Description of the task:
Take every line from the data that has the word "highway" in it.

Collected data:
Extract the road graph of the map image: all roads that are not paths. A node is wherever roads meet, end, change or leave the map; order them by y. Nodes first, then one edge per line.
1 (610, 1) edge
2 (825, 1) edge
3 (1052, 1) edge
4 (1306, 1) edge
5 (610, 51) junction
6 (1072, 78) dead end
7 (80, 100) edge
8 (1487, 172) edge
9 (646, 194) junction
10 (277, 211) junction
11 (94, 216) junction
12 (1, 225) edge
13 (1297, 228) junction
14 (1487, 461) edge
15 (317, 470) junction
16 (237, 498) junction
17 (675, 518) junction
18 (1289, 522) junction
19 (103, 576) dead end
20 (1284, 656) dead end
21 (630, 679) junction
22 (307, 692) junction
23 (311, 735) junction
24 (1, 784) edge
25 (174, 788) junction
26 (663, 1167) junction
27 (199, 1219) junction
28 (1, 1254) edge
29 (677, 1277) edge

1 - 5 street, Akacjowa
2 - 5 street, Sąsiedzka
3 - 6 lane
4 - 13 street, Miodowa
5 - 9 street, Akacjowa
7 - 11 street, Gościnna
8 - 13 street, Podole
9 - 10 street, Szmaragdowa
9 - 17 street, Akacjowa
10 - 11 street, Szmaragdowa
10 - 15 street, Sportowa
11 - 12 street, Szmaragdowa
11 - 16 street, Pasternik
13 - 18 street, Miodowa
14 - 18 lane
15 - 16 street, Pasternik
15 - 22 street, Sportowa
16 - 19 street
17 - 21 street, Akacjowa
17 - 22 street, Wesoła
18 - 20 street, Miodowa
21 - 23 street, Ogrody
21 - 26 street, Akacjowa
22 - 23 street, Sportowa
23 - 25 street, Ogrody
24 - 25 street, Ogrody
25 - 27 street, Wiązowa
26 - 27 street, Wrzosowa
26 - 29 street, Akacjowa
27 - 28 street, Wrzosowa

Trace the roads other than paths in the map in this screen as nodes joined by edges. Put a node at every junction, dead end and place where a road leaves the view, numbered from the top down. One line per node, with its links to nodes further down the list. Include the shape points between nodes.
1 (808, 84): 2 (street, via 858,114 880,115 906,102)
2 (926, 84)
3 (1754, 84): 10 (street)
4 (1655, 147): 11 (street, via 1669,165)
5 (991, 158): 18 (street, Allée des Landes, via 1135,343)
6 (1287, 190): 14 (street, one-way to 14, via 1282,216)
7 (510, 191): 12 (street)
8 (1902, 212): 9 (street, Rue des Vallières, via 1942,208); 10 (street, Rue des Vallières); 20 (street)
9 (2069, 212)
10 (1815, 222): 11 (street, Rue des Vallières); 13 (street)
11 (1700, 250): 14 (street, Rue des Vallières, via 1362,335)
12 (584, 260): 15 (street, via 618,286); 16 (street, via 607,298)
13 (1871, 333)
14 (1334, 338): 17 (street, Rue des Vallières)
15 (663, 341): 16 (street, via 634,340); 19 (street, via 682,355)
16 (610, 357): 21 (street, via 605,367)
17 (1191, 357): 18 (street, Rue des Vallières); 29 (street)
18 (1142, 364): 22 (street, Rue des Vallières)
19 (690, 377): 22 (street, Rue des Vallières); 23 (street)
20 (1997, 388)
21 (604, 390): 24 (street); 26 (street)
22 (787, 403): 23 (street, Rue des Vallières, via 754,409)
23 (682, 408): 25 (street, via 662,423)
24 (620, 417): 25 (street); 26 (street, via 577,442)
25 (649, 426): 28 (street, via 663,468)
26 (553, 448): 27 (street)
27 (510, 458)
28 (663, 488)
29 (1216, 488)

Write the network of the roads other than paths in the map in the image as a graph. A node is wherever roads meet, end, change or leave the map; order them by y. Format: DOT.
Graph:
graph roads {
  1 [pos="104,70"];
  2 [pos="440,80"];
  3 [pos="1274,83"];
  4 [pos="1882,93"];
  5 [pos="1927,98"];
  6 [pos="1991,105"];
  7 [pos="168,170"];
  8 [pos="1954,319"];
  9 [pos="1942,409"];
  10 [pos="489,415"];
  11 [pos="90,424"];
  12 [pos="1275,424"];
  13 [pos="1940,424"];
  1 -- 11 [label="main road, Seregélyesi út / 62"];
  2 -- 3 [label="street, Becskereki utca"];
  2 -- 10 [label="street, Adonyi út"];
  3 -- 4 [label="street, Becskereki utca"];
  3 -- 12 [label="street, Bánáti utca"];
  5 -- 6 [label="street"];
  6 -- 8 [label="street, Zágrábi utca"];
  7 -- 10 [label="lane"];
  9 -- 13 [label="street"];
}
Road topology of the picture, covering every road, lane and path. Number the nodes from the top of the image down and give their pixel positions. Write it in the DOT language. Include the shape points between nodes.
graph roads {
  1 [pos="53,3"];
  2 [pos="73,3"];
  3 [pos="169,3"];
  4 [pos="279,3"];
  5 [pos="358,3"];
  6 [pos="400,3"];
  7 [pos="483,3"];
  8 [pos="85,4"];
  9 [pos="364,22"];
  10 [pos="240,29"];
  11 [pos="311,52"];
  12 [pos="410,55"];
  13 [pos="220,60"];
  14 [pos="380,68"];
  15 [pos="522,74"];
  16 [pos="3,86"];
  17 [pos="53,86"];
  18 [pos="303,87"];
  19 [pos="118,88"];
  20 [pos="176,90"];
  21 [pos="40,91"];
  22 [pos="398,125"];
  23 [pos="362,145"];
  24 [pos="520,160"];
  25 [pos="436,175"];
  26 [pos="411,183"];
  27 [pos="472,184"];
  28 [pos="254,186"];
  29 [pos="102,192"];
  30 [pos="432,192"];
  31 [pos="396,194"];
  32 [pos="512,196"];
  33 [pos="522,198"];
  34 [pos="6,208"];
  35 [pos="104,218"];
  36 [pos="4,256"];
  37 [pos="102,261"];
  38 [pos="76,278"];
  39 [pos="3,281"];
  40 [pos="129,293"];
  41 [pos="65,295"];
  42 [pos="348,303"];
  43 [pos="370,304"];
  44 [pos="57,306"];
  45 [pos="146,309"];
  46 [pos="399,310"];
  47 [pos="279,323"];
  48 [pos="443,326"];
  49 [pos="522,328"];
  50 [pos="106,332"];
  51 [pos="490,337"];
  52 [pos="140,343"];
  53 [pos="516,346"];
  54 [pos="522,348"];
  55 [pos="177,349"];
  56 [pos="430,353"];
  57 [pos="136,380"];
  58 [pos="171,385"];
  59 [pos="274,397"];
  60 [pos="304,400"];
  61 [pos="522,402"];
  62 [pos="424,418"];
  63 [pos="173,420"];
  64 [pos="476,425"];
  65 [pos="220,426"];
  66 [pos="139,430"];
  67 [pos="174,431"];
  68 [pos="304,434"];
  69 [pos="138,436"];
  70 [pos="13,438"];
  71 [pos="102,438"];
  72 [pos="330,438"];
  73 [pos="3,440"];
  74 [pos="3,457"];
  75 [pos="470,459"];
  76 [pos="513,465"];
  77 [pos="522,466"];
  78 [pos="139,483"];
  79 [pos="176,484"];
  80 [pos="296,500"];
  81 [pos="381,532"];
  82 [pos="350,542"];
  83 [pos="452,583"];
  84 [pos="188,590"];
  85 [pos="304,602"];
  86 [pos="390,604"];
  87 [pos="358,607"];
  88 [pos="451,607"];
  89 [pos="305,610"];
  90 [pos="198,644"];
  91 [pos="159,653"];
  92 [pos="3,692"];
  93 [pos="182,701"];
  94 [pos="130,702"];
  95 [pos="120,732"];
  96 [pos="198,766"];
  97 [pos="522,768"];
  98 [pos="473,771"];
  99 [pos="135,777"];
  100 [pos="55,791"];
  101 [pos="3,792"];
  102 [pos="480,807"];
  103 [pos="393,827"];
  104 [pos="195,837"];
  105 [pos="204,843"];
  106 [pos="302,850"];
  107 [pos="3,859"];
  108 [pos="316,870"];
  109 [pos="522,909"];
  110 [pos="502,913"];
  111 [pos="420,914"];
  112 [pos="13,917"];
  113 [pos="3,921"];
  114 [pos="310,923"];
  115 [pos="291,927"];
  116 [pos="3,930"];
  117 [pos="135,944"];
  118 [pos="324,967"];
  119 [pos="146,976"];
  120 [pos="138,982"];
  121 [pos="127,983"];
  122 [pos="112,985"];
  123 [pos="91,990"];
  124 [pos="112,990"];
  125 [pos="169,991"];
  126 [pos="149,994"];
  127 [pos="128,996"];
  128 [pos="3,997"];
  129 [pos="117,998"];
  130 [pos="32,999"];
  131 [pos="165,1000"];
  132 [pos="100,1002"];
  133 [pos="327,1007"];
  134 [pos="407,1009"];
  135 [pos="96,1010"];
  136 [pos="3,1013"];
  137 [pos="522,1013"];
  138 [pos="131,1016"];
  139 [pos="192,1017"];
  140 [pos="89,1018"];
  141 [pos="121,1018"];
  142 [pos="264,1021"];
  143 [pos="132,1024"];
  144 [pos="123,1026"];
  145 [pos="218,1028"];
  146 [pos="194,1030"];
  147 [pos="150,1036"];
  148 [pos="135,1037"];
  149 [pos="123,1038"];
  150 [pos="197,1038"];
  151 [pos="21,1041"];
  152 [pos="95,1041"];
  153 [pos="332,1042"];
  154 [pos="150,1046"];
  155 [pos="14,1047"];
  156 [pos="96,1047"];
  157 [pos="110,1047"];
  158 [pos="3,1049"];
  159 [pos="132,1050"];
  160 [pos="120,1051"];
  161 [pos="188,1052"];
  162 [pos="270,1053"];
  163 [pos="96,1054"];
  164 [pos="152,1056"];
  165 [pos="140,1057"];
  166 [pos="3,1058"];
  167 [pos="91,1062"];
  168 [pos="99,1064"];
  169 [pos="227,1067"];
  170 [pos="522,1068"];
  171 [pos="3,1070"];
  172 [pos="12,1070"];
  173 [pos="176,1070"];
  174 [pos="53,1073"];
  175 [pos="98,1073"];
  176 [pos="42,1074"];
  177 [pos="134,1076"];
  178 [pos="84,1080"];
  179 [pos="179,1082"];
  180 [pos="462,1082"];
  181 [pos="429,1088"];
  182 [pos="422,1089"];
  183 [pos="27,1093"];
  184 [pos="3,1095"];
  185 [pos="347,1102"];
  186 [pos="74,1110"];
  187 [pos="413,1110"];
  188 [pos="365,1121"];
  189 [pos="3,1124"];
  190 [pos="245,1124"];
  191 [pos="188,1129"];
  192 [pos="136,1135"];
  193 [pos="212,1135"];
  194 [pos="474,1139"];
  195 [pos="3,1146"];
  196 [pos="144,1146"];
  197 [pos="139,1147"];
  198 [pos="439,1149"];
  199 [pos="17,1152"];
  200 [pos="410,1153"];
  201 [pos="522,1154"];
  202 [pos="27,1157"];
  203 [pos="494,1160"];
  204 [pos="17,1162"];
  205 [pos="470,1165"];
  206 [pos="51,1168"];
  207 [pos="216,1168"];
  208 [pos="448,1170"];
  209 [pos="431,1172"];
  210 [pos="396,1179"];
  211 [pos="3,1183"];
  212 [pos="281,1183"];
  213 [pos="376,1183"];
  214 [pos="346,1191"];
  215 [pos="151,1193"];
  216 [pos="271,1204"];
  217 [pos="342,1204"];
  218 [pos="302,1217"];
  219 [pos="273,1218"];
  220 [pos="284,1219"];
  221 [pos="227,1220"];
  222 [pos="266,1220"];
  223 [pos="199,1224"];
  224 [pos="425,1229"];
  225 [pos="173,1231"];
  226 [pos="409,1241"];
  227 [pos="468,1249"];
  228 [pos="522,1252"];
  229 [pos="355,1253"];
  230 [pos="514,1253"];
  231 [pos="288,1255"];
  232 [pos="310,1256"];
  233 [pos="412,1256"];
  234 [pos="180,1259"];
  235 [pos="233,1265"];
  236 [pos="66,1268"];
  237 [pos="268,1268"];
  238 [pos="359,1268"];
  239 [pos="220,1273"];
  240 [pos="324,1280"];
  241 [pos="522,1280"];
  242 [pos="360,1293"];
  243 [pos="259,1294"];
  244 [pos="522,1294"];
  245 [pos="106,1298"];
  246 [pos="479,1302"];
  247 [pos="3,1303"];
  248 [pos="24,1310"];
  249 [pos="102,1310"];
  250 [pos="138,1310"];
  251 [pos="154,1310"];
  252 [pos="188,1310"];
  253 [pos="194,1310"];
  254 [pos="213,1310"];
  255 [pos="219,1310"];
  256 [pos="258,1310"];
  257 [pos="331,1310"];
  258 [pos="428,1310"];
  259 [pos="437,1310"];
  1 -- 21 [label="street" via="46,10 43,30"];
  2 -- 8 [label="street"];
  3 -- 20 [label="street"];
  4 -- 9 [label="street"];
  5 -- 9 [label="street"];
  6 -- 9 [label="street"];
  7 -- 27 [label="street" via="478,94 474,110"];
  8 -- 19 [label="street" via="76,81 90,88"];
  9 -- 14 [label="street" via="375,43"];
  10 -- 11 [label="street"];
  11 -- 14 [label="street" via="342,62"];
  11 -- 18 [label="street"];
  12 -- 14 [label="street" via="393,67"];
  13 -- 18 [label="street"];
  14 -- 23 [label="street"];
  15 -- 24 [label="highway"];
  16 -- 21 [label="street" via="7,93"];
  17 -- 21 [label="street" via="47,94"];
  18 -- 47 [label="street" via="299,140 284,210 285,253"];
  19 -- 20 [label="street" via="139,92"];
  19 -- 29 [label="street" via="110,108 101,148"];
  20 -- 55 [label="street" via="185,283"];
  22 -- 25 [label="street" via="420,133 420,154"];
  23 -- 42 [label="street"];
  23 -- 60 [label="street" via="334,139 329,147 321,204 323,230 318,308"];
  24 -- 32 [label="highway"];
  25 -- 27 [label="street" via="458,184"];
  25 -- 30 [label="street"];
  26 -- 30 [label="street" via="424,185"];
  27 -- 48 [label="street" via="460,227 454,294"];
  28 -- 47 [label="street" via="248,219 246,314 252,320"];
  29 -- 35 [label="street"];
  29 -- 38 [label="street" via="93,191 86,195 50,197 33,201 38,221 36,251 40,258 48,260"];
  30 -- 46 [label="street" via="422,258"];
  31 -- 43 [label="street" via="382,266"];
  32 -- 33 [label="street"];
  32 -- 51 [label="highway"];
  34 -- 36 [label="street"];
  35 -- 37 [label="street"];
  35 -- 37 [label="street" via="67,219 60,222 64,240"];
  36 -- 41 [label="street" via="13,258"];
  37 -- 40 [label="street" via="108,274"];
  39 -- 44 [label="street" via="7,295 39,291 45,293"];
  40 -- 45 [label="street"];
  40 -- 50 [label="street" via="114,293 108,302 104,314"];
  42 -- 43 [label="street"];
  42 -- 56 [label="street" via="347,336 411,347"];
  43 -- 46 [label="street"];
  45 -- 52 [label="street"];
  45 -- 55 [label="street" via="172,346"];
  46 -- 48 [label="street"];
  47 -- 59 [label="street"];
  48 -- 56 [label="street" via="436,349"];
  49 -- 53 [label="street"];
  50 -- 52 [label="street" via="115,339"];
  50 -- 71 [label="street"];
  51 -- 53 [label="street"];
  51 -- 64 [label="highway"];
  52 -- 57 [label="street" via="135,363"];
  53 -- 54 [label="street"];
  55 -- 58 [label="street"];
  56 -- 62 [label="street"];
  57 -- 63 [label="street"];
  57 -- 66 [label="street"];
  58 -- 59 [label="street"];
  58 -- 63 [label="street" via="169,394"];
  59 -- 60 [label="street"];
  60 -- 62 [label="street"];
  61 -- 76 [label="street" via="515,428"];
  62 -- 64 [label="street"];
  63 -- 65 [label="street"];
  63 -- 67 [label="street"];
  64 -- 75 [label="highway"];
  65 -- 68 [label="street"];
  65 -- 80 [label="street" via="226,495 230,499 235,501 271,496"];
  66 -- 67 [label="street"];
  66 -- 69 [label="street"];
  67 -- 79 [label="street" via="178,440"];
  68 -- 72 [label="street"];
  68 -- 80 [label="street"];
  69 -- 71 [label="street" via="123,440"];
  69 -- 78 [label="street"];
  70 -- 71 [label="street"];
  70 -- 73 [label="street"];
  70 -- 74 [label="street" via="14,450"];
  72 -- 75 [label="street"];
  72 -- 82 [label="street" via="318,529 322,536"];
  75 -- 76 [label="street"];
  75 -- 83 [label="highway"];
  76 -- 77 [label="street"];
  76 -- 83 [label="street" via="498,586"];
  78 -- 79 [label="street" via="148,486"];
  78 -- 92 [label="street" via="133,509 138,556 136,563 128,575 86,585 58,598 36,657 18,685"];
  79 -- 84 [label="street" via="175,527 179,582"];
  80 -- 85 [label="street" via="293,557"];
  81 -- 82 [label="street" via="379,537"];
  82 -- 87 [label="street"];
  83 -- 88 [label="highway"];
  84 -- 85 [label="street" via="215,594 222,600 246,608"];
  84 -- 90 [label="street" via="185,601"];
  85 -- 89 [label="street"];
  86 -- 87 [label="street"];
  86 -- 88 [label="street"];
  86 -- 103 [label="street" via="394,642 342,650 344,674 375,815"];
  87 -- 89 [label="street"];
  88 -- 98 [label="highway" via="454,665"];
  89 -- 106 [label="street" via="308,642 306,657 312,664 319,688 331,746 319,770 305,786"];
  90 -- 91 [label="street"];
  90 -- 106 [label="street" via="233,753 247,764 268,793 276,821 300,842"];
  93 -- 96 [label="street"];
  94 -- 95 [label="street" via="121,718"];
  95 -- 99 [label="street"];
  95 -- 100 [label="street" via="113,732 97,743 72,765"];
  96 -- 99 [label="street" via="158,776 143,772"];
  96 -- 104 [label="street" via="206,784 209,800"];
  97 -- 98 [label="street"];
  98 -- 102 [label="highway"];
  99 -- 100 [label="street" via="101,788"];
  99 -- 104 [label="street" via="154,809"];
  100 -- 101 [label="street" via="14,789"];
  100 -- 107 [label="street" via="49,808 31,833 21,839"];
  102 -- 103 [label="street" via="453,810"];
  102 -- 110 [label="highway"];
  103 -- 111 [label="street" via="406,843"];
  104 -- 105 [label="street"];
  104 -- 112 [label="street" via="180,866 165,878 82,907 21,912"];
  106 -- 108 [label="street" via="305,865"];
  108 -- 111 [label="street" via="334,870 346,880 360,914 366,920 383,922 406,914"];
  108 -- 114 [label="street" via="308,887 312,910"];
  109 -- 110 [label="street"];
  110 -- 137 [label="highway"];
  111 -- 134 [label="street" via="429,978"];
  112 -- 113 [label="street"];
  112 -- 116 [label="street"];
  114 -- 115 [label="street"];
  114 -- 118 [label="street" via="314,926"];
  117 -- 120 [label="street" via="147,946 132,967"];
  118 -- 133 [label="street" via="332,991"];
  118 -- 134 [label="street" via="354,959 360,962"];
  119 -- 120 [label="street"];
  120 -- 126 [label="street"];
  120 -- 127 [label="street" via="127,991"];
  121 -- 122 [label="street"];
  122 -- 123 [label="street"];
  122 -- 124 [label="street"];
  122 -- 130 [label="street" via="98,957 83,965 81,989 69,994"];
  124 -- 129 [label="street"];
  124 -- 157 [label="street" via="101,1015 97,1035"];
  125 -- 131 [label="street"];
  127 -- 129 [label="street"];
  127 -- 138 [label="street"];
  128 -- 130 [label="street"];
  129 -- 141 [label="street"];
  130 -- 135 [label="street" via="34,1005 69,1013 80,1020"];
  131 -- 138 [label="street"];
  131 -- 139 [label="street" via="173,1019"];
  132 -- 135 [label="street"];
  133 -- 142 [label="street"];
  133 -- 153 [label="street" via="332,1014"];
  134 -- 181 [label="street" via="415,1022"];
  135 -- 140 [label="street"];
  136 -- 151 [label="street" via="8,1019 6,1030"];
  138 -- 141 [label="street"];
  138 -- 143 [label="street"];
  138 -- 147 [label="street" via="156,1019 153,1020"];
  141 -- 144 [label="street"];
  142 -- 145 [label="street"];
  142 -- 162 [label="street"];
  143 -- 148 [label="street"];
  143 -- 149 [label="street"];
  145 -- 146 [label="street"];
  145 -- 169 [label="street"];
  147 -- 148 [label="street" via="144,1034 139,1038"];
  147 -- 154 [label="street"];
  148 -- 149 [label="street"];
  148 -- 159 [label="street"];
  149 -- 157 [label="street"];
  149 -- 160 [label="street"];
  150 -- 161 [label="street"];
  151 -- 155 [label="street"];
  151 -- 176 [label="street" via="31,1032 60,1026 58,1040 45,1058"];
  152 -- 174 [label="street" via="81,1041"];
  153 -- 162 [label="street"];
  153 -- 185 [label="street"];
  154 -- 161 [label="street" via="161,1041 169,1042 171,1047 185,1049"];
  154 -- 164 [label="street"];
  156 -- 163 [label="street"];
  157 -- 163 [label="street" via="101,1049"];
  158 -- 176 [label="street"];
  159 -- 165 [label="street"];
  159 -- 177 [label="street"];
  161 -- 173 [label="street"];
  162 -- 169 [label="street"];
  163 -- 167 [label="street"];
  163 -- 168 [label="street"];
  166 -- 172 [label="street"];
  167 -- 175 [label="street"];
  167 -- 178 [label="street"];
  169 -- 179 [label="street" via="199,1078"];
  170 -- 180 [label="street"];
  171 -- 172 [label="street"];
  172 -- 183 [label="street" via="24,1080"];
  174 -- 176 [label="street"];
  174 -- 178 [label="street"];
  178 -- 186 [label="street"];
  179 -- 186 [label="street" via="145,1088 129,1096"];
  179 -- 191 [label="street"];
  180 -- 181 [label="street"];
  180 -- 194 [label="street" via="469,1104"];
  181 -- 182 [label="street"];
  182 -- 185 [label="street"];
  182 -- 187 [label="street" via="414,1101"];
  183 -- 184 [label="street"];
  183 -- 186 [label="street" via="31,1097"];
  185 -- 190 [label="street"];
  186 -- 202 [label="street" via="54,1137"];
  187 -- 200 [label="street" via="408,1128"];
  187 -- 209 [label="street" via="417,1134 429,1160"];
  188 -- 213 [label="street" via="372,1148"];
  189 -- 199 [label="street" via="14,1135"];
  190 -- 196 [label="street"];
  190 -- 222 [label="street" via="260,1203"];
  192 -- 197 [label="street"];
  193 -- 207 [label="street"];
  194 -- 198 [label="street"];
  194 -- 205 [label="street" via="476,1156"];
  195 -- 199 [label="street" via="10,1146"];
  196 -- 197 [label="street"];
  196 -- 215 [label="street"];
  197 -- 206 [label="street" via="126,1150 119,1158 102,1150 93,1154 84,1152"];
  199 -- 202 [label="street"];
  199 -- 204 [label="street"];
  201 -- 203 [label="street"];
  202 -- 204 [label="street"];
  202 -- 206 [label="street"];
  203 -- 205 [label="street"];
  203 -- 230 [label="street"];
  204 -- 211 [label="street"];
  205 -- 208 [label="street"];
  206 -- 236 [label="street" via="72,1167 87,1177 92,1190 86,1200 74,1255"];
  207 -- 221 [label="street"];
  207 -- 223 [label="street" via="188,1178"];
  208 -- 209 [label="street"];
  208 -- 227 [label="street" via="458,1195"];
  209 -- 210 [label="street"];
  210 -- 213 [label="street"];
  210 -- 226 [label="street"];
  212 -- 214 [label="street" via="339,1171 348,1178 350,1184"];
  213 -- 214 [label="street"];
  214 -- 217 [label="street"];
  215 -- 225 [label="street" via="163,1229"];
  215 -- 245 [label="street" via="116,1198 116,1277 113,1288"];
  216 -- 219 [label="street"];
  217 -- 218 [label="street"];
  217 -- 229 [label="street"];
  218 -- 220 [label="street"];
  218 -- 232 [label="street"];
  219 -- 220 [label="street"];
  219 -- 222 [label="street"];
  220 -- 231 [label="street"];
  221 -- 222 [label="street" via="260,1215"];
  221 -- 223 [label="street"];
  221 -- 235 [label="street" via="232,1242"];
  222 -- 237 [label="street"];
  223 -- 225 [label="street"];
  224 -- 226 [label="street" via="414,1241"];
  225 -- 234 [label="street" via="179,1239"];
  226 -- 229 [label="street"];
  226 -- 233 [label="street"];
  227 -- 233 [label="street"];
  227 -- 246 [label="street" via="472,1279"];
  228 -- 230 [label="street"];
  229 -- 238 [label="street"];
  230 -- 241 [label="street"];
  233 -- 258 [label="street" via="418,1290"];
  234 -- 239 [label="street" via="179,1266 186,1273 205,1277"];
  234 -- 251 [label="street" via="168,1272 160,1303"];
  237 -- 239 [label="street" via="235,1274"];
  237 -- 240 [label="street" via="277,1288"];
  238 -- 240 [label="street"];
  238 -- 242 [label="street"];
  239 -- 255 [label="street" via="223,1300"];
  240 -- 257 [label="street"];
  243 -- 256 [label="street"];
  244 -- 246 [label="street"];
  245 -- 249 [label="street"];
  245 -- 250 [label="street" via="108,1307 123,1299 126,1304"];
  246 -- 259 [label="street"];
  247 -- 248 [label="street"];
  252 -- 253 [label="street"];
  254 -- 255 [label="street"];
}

Solution to the exercise:
  15 -- 24 [label="highway"];
  24 -- 32 [label="highway"];
  32 -- 51 [label="highway"];
  51 -- 64 [label="highway"];
  64 -- 75 [label="highway"];
  75 -- 83 [label="highway"];
  83 -- 88 [label="highway"];
  88 -- 98 [label="highway" via="454,665"];
  98 -- 102 [label="highway"];
  102 -- 110 [label="highway"];
  110 -- 137 [label="highway"];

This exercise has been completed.